Re: "Can you hear me now?" Communications:

Posted: Sat Mar 24, 2012 4:01 pm
by GrampaAllen
The cell towers are not going anywhere and microwaves run on fairly low amounts of juice. With a little planning you could set up a nice little town to town net. Clearwire works on a similar system antennas to communicate with your handsets then microwave link over distance and antenna to handset on the other end.

Re: "Can you hear me now?" Communications:

Posted: Tue Mar 27, 2012 2:42 am
by ZombieSlayer01
has anyone thought about useing messager pidgeons or dogs? if power never was truely restored then that would be the way to go unless you want to deliver the message yourself.

Re: "Can you hear me now?" Communications:

Posted: Tue Mar 27, 2012 3:05 am
by Zamion138
i think morse code with light and sound and just about anything we make a come back pretty quick.
also modem over radio wave could be used if you know what signal to look for and had a decent set up

Re: "Can you hear me now?" Communications:

Posted: Tue Mar 27, 2012 4:57 pm
by Razzinold
Ignoring game mechanics, I'd allow my PC's to use CB's mounted in their cars, and not really worry about range - to a point. I guess for me it's more of an iconic look than actual game mechanics. To me CB radios just screams Post Apocalyptic setting, along with muscle cars and shotguns, but that's just me :D

Re: "Can you hear me now?" Communications:

Posted: Thu Mar 29, 2012 2:28 am
by ZorValachan
ZombieSlayer01 wrote:has anyone thought about useing messager pidgeons or dogs? if power never was truely restored then that would be the way to go unless you want to deliver the message yourself.


For the pigeons, you would need to wait until you get a generation born at a location. Then take them to another location from which you wish to have the message. They would then fly 'home' when released. Then you got to lug them back for the second round.

Re: "Can you hear me now?" Communications:

Posted: Thu Mar 29, 2012 11:09 am
by Razzinold
ZorValachan wrote:
ZombieSlayer01 wrote:has anyone thought about useing messager pidgeons or dogs? if power never was truely restored then that would be the way to go unless you want to deliver the message yourself.


For the pigeons, you would need to wait until you get a generation born at a location. Then take them to another location from which you wish to have the message. They would then fly 'home' when released. Then you got to lug them back for the second round.
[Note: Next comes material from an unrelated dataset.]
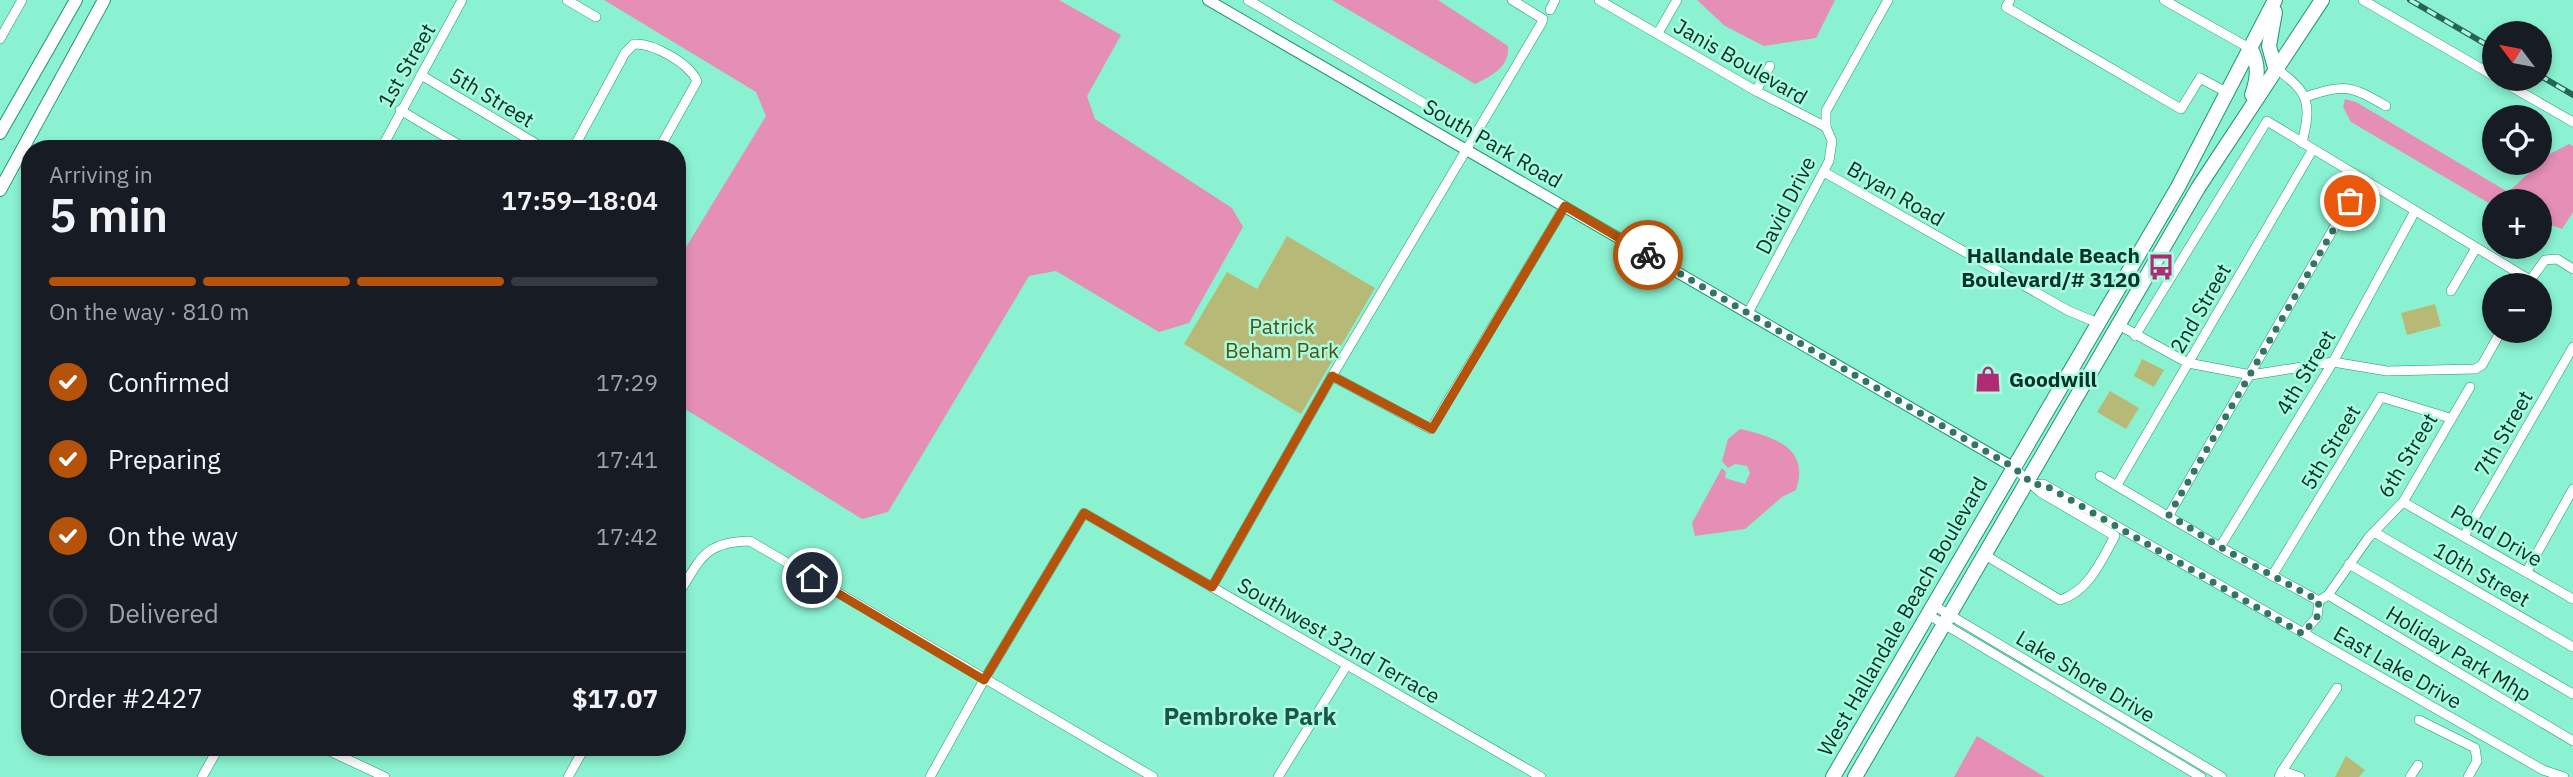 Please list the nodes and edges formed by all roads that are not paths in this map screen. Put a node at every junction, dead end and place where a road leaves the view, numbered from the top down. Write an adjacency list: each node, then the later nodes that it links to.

Very true, and pigeons go missing so you would have to send multiple ones with the same message just to make sure the message reaches. My buddy's dad used to race pigeons and he would start out at his house and take them each Saturday further and further away before releasing. Who's ever came back in the shortest amount of hours won. He used to loose a couple pigeons every few races. Plus he had a coop built in his yard, have to feed them, take care of them and they could be noisy, might attract a lot of attention. Unless you had them on the roof of a large apartment/office building, kind of like how the castles of old would put them up in a high tower.